Todos os pilotos citados aqui - e quase todos os citados por Saint-Exupéry- depois de terem sido salvos várias vezes de forma incrível, acabaram finalmente por morrer em missões, inclusive o próprio Saint-Exupéry. O desaparecimento do avião do qual decolou da Córsega em 31 de julho de 1944 é, até hoje, cercado de mistério. Tal como o vôo Air-France que partiu do Rio no dia de 31 de maio de 2009 com destino a Paris.

Terre des Hommes

Capítulo 2 – Os Companheiros
(sobre Guillaumet)

“Já se haviam passado cinqüenta horas que você desaparecera numa travessia dos Andes, durante o inverno. Voltando do fundo da Patagônia, fui ao encontro do piloto Deley, em Mendoza. E nós dois, durante cinco dias, esquadrinhamos aquela confusão de montanhas, sem descobrir coisa alguma. Nossos dois aparelhos não bastavam. Parecia-nos que cem esquadrilhas, navegando cem anos, não acabariam de explorar aquele enorme maciço cujos picos se erguiam até sete mil metros. Havíamos perdido toda a esperança. Os próprios contrabandistas, os bandidos que lá embaixo fazem um crime por cinco francos, recusavam-se a se aventurar nos contrafortes das montanhas. “Arriscaríamos nossas vidas” - diziam eles. “Os Andes, no inverno, não devolvem os homens”. Quando eu e Deley descemos em Santiago os oficiais chilenos também nos aconselharam a suspender as pesquisas. “É o inverno. Esse companheiro de vocês, se sobreviveu à queda, não sobreviveu à noite. A noite, lá em cima, quando passa sobre o homem transforma-o em gelo”. E quando eu novamente me infiltrava entre os muros e os pilares gigantescos dos Andes já sentia que não estava mais procurando você: velava o seu corpo, em silêncio, numa catedral de neve.

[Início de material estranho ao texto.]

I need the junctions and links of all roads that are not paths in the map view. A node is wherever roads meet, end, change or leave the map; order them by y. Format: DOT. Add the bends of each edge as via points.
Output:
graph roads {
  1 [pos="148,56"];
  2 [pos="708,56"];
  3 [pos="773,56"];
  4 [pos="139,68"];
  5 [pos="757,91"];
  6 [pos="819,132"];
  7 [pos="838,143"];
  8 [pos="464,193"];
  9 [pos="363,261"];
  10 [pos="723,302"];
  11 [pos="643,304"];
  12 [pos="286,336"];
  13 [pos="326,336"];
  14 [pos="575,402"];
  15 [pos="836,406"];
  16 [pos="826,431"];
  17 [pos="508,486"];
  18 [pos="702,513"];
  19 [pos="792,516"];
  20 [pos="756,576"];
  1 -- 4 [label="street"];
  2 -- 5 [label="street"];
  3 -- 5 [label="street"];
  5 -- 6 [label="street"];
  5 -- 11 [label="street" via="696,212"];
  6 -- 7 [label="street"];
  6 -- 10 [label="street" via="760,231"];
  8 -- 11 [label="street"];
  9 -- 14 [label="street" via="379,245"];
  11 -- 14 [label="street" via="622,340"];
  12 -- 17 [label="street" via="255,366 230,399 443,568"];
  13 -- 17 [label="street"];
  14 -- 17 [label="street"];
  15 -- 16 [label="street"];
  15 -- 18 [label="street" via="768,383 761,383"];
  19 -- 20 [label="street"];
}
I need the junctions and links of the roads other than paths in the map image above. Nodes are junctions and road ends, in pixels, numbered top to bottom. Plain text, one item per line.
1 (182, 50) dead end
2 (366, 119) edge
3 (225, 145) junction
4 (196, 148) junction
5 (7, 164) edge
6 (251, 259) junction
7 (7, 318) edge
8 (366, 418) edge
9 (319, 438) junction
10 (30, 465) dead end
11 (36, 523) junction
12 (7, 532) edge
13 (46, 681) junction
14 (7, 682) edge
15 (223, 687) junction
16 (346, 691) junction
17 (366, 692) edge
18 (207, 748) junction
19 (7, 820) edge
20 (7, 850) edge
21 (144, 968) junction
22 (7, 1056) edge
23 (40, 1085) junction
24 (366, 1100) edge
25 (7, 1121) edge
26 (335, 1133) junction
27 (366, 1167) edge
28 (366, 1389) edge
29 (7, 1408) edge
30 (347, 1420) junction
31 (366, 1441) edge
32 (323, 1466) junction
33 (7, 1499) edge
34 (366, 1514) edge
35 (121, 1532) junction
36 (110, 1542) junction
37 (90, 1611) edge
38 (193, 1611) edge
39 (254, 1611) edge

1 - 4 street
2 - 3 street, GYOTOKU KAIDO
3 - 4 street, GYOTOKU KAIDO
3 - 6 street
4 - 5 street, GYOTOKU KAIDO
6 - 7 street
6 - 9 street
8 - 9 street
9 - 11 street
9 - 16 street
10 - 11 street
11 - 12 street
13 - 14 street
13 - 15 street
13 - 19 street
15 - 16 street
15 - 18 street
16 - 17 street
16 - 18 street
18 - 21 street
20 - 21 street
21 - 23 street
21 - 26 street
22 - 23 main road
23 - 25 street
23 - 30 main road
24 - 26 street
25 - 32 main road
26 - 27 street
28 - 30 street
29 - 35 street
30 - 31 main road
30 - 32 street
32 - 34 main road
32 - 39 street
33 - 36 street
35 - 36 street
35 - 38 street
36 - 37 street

Afinal, depois de sete dias, quando eu almoçava, no intervalo de dois vôos, num restaurante de Mendoza, um homem empurrou a porta e gritou...oh, apenas isto:
- Guillaumet... vivo!
E todos os desconhecidos que ali estavam se abraçaram.

Dez minutos mais tarde eu partia com dois mecânicos, Lefebvre e Abri. Quarenta minutos depois descia ao longo de uma estrada, tendo reconhecido, não sei como, o carro que o conduzia para não sei onde, nos lados de São Rafael. Foi um belo encontro: choramos todos e esmagamos você em nossos abraços, vivo, ressuscitado, autor de seu próprio milagre. Foi então que você exprimiu, na sua primeira frase inteligível, um admirável orgulho da espécie: “O que eu fiz, palavra que nenhum bicho, só um homem, era capaz de fazer...”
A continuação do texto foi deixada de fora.